In another leap forward for modern Cockney rhyming slang, the Tory foreign secretary of the 1990s, Douglas Hurd, has deposed Richard III, George III and the phrase my word as a synonym for turd. However, Mr Hurd himself may be dethroned in the future by William III, a usage already found in Australia. These reports and forecasts will emerge on Thursday from the Oxford Dictionary of Rhyming Slang. The dictionary, with 3,000 entries, brings the latest from the spawning grounds of an undercover language which now breeds almost as vigorously on television and in pubs as it once did in the criminal dens and street markets of 17th century London.
In some areas, this 200-year-old art form has stayed faithful to old favourites. The dictionary's section on "miscellaneous effluvia and eructions" lists few newcomers within the last 30 years.

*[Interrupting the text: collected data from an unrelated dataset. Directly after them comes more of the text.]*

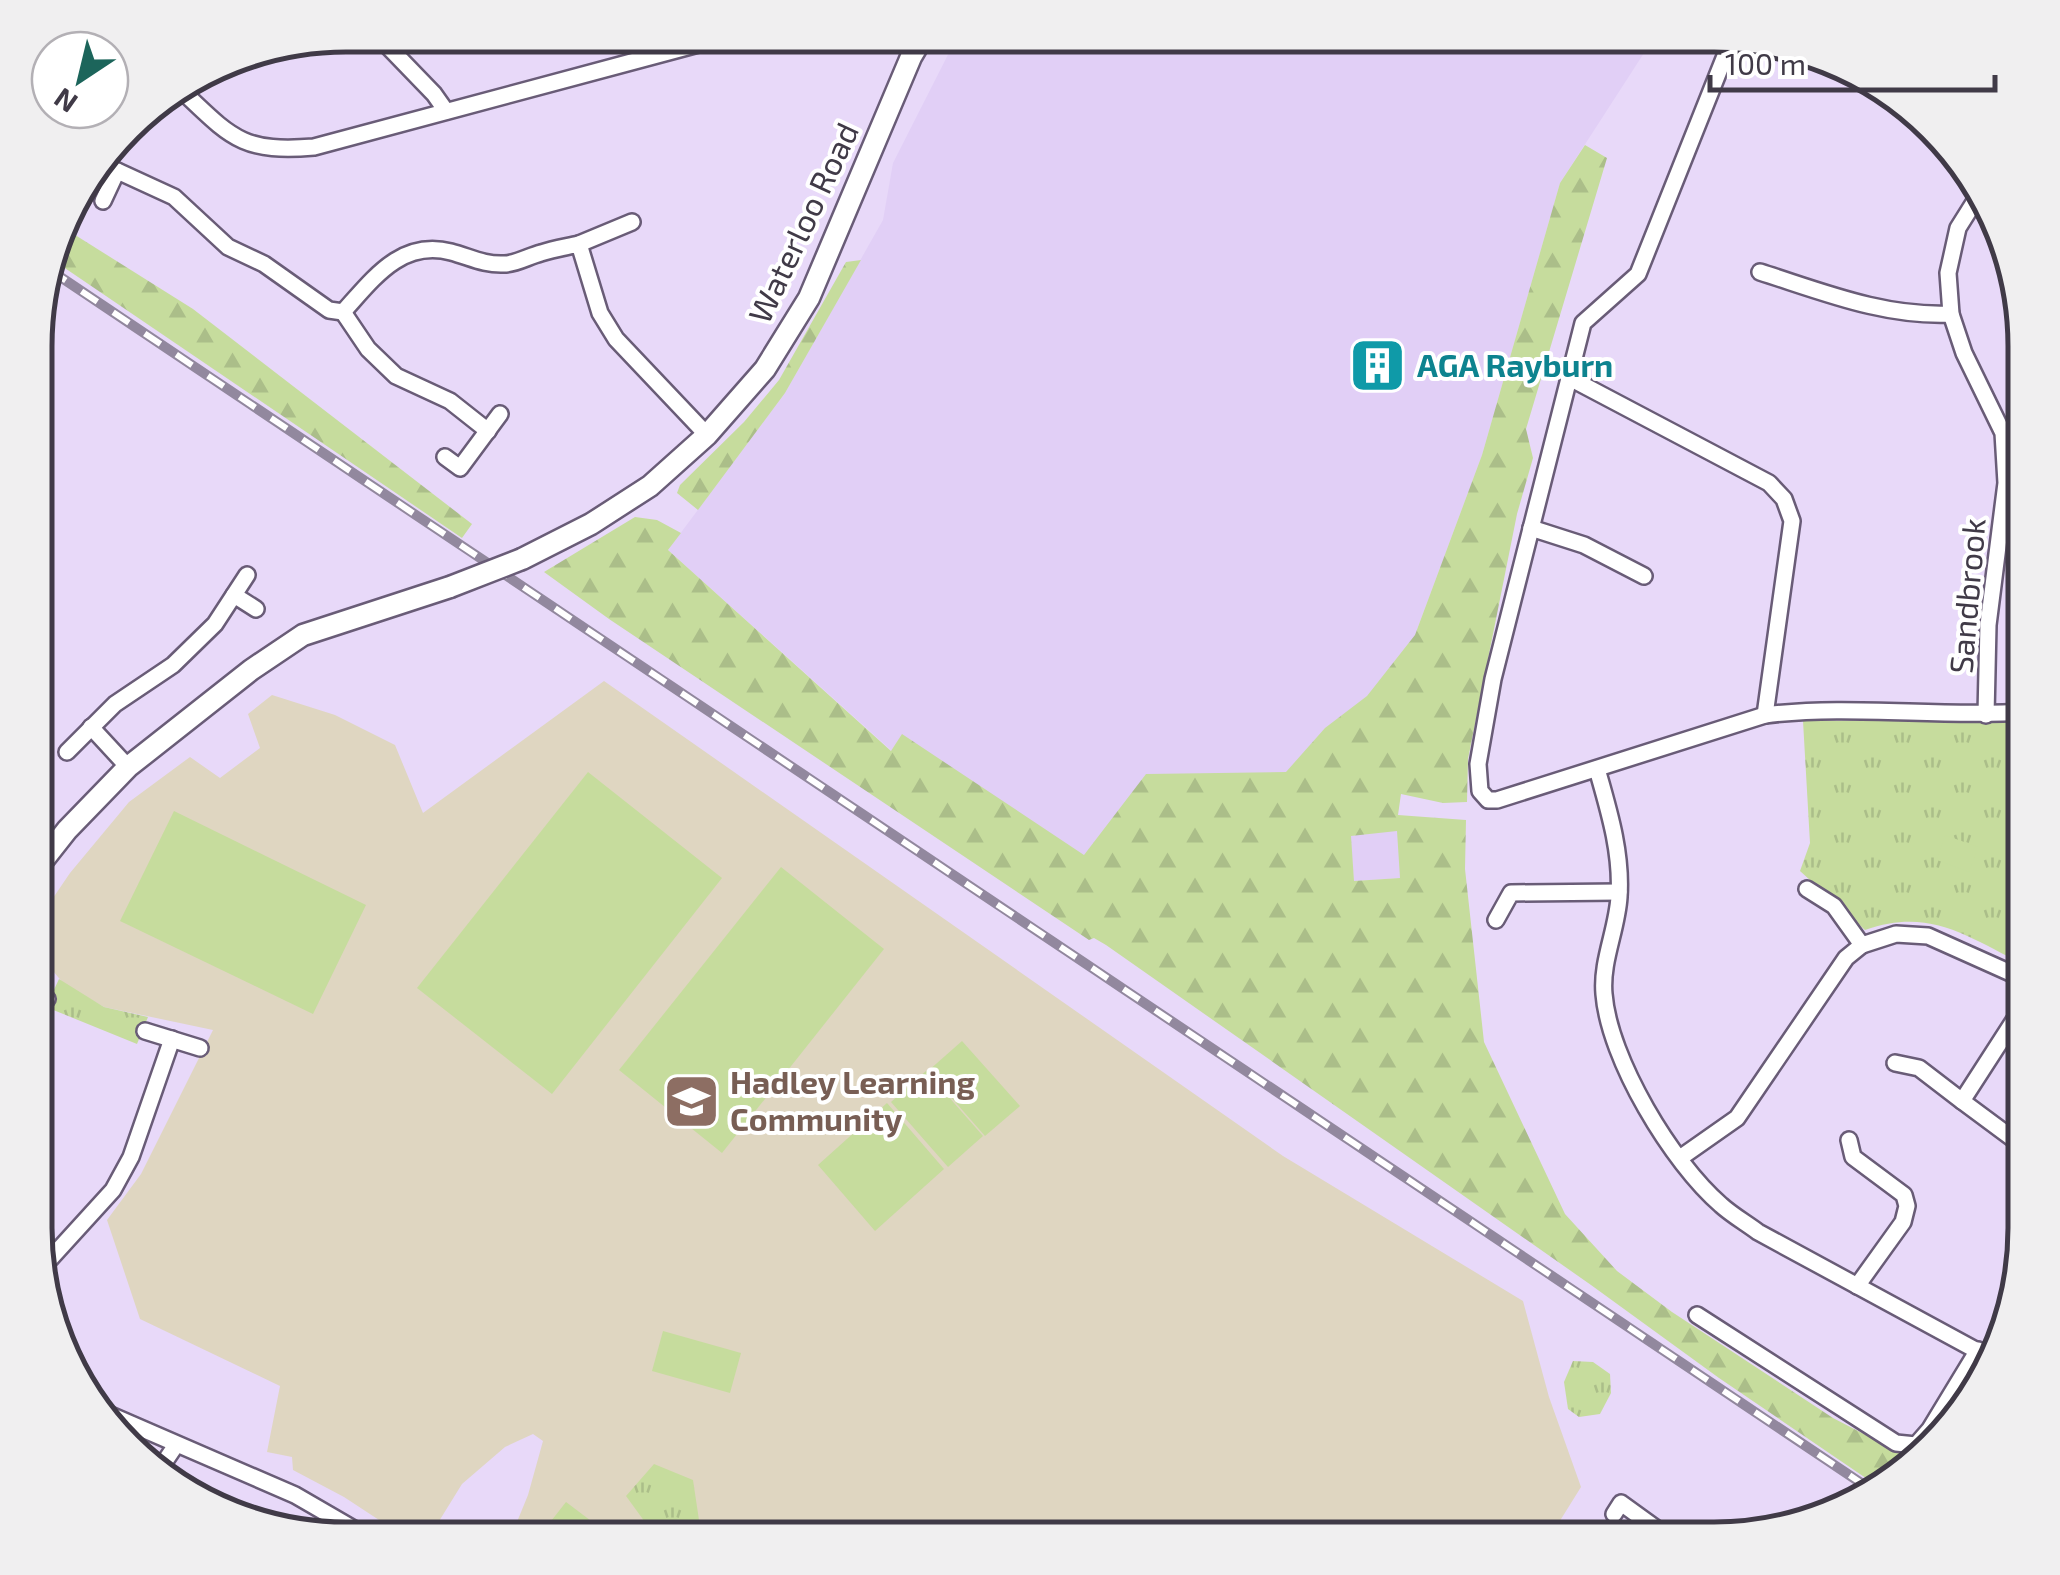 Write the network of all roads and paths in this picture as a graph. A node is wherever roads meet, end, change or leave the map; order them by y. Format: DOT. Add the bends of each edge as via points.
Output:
graph roads {
  1 [pos="394,53"];
  2 [pos="664,53"];
  3 [pos="913,53"];
  4 [pos="1726,53"];
  5 [pos="189,99"];
  6 [pos="446,111"];
  7 [pos="113,169"];
  8 [pos="116,170"];
  9 [pos="103,201"];
  10 [pos="1972,206"];
  11 [pos="632,222"];
  12 [pos="579,244"];
  13 [pos="1760,272"];
  14 [pos="343,312"];
  15 [pos="1951,314"];
  16 [pos="1568,377"];
  17 [pos="500,414"];
  18 [pos="488,431"];
  19 [pos="707,434"];
  20 [pos="446,457"];
  21 [pos="2006,483"];
  22 [pos="1531,528"];
  23 [pos="246,576"];
  24 [pos="1644,576"];
  25 [pos="234,596"];
  26 [pos="256,609"];
  27 [pos="2008,713"];
  28 [pos="1986,715"];
  29 [pos="1765,716"];
  30 [pos="91,727"];
  31 [pos="66,752"];
  32 [pos="128,767"];
  33 [pos="1598,769"];
  34 [pos="53,847"];
  35 [pos="1806,889"];
  36 [pos="1619,892"];
  37 [pos="1496,920"];
  38 [pos="1862,945"];
  39 [pos="2007,972"];
  40 [pos="145,1031"];
  41 [pos="2007,1031"];
  42 [pos="172,1040"];
  43 [pos="200,1048"];
  44 [pos="1895,1062"];
  45 [pos="1962,1100"];
  46 [pos="2007,1134"];
  47 [pos="1849,1140"];
  48 [pos="1680,1158"];
  49 [pos="54,1255"];
  50 [pos="1857,1286"];
  51 [pos="1696,1315"];
  52 [pos="1978,1350"];
  53 [pos="124,1421"];
  54 [pos="1928,1429"];
  55 [pos="1912,1444"];
  56 [pos="176,1445"];
  57 [pos="166,1460"];
  58 [pos="1621,1503"];
  59 [pos="341,1522"];
  60 [pos="1647,1522"];
  1 -- 6 [label="street"];
  2 -- 6 [label="street"];
  3 -- 19 [label="street, Waterloo Road" via="809,298 765,369"];
  4 -- 16 [label="street" via="1638,274 1582,323"];
  5 -- 6 [label="street" via="252,147 314,147"];
  7 -- 8 [label="street"];
  8 -- 9 [label="street"];
  8 -- 14 [label="street" via="174,197 228,247"];
  10 -- 15 [label="street, Sandbrook" via="1958,228 1948,273"];
  11 -- 12 [label="street"];
  12 -- 14 [label="street" via="508,264 432,248 408,254 388,263"];
  12 -- 19 [label="street" via="600,313 616,339"];
  13 -- 15 [label="street" via="1866,306 1917,316"];
  14 -- 18 [label="street" via="396,376 450,402"];
  15 -- 21 [label="street, Sandbrook" via="2003,433"];
  16 -- 22 [label="street"];
  16 -- 29 [label="street" via="1733,461 1784,499 1792,520"];
  17 -- 18 [label="street"];
  18 -- 20 [label="street" via="460,468"];
  19 -- 32 [label="street, Waterloo Road, bridge" via="650,486 522,559 304,636"];
  21 -- 28 [label="street, Sandbrook" via="1988,625"];
  22 -- 24 [label="street" via="1584,545"];
  22 -- 33 [label="street, Sandbrook" via="1492,680 1480,792 1497,800"];
  23 -- 25 [label="street"];
  25 -- 26 [label="street"];
  25 -- 30 [label="street" via="172,665"];
  27 -- 28 [label="street, Sandbrook"];
  28 -- 29 [label="street, Sandbrook"];
  29 -- 33 [label="street, Sandbrook"];
  30 -- 31 [label="street"];
  30 -- 32 [label="street"];
  32 -- 34 [label="street"];
  33 -- 36 [label="street" via="1618,855"];
  35 -- 38 [label="street" via="1834,906"];
  36 -- 37 [label="street" via="1511,892"];
  36 -- 48 [label="street" via="1604,998 1632,1082"];
  38 -- 39 [label="street" via="1896,934 1928,936"];
  38 -- 48 [label="street" via="1846,958 1736,1118"];
  40 -- 42 [label="street"];
  41 -- 45 [label="street"];
  42 -- 43 [label="street"];
  42 -- 49 [label="street" via="132,1158"];
  44 -- 45 [label="street" via="1919,1068"];
  45 -- 46 [label="street"];
  47 -- 50 [label="street" via="1853,1157 1904,1196 1907,1206 1903,1222"];
  48 -- 50 [label="street" via="1734,1215"];
  50 -- 52 [label="street"];
  51 -- 55 [label="street" via="1896,1443"];
  52 -- 54 [label="street"];
  53 -- 56 [label="street"];
  56 -- 57 [label="street"];
  56 -- 59 [label="street" via="296,1495"];
  58 -- 60 [label="street"];
}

These euphemisms remain constant. For one brand of eruction, we continue to use Billy Smart, D'Oyly Carte, horse and cart; for two others, Raquel Welch and Wyatt Earp. In the effluvia department, Jimmy Logie, a mid-20th century Arsenal player, still does duty for bogie.
But the book chronicles a torrent of 1990s newcomers. Among them are Emma Freuds for haemorrhoids; Gary Glitter, via a rhyming word, for anus; Melvyn Bragg for shag; Britney Spears for beers; Alan Whickers for knickers; Camilla Parker Bowles for Rolls; Claire Rayners for trainers; Selina Scott for a spot; and Steffi Graf for a laugh.

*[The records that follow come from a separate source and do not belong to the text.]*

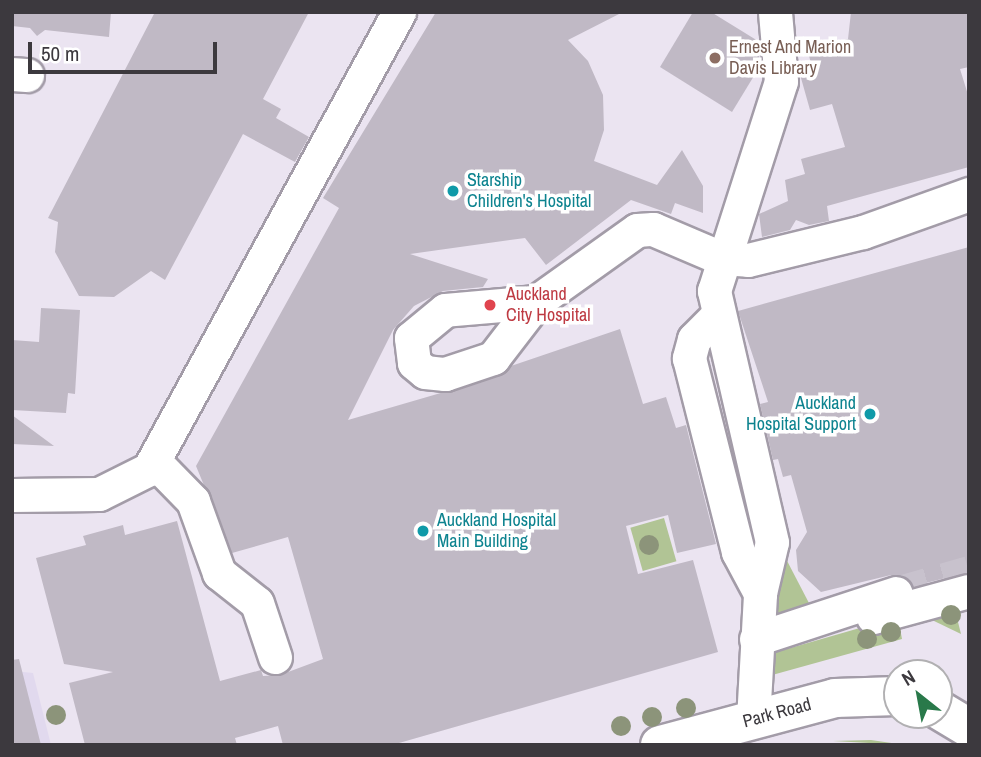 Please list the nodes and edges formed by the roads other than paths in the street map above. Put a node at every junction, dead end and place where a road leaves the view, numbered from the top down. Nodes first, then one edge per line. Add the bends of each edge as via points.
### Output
1 (399, 12) edge
2 (775, 12) edge
3 (969, 194) edge
4 (721, 258) junction
5 (536, 302) dead end
6 (154, 461) junction
7 (12, 495) edge
8 (969, 591) edge
9 (896, 593) tunnel mouth
10 (829, 617) junction
11 (756, 639) junction
12 (275, 657) dead end
13 (883, 696) edge
14 (953, 718) edge
15 (753, 720) junction
16 (969, 728) edge
17 (660, 745) edge

1 - 6 lane
2 - 4 lane via 781,81
3 - 4 lane via 791,252
4 - 5 lane via 662,232 637,230
4 - 11 lane via 716,317 771,530 771,561 760,593
6 - 7 lane via 139,476 99,494
6 - 12 lane via 194,501 212,563 257,604
8 - 10 lane via 854,622
9 - 10 lane via 848,605
10 - 11 lane
11 - 15 lane
13 - 15 main road, Park Road via 835,698
14 - 16 main road
15 - 17 main road, Park Road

Cockney rhyming slang was first mentioned in an 1859 slang dictionary. It reported: "The cant is known in Seven Dials [a famous central London den of iniquity] as the Rhyming Slang, or the substitution of words and sentences which rhyme with other words intended to be kept secret."
The Oxford dictionary editor, John Ayto, says that as society grew more mobile people all over Britain heard Cockney slang, although after a high water mark in 1910, it seemed to decline. George Orwell wrote in 1933 that phrases like hit or miss for kiss and plates of meat for feet were almost extinct: "Perhaps all the words I have mentioned will have vanished in another 20 years."

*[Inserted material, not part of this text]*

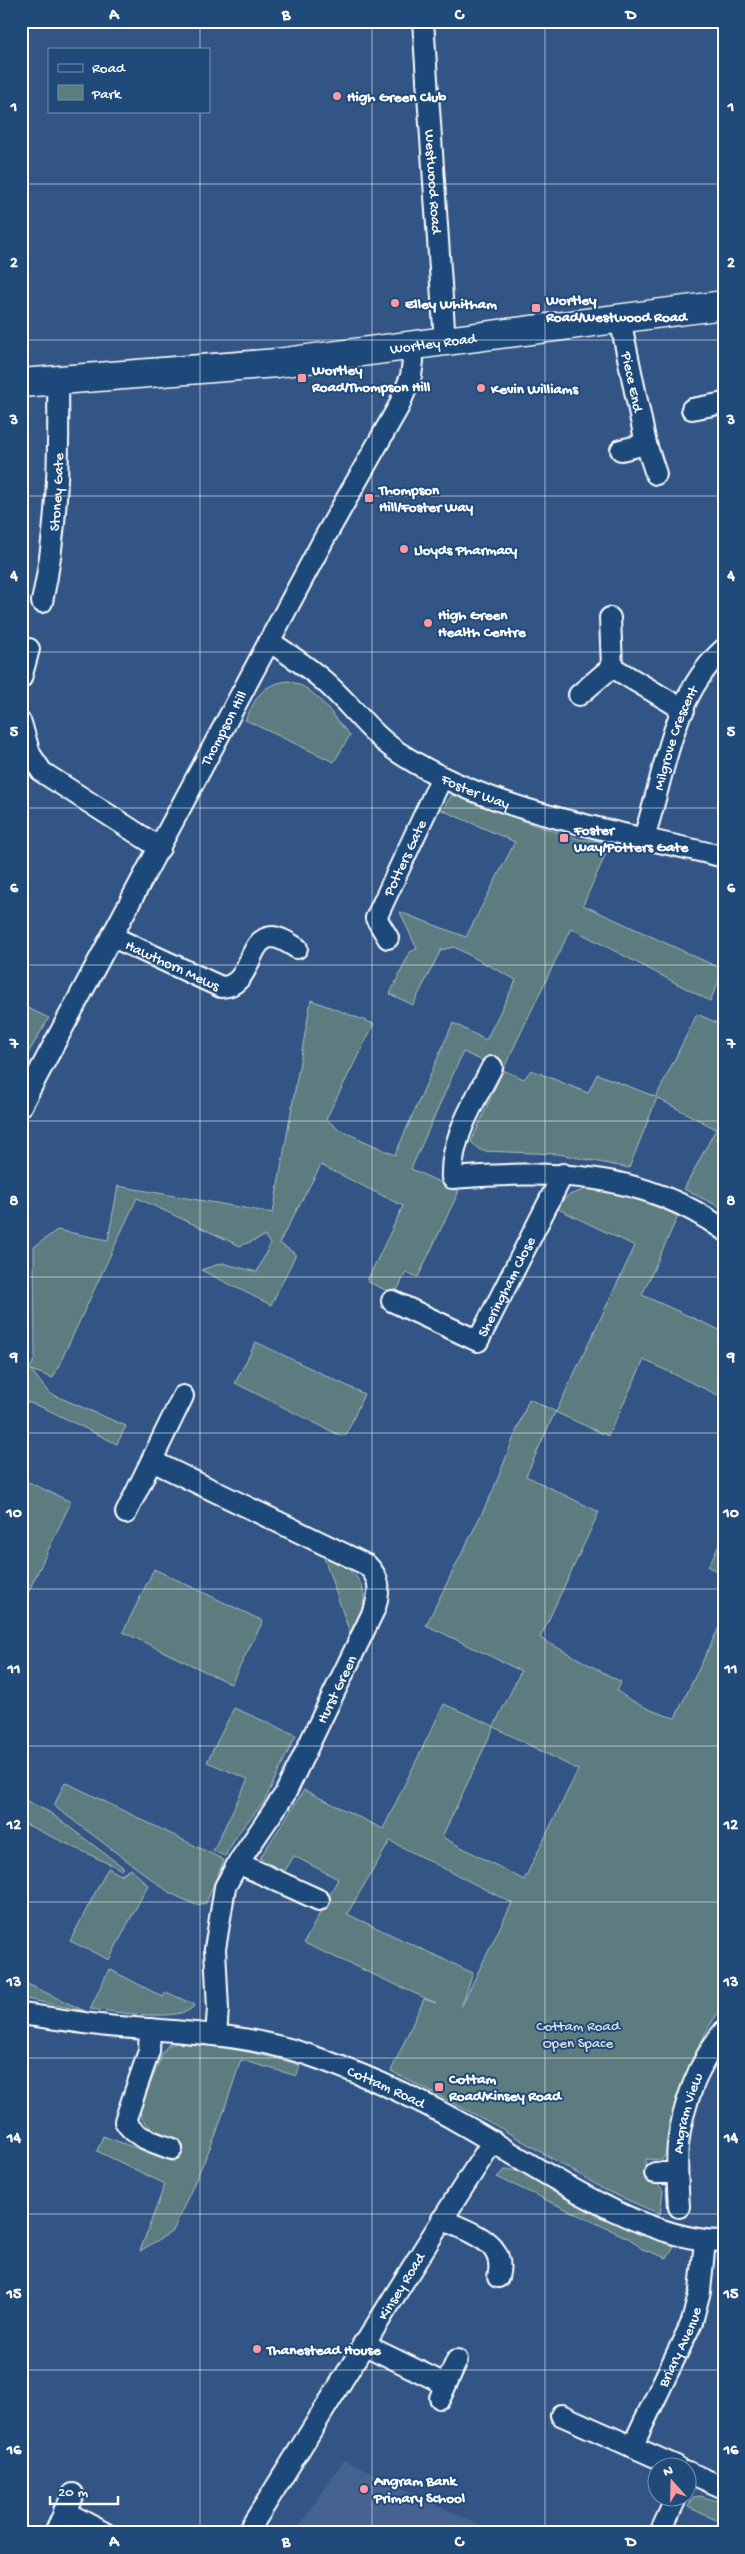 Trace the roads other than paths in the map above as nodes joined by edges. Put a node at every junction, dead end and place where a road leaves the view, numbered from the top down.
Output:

Mr Ayto writes in his introduction to the dictionary that Orwell's forecast has proved too pessimistic: "Quite the reverse has happened. At the beginning of the 21st century, new rhyming slang is still being created. Thanks in large measure to the often exaggerated or caricatured use of these and other similar rhymes in television dramas and comedies featuring Cockney life - such as Minder and Only Fools and Horses, with the occasional support of such films as The Limey and Lock, Stock and Two Smoking Barrels - many of these items have become fixtures in at least the passive vocabulary of all regions and classes.
"They are unlikely to be used, other than as a deliberate joke, but their meanings are widely understood".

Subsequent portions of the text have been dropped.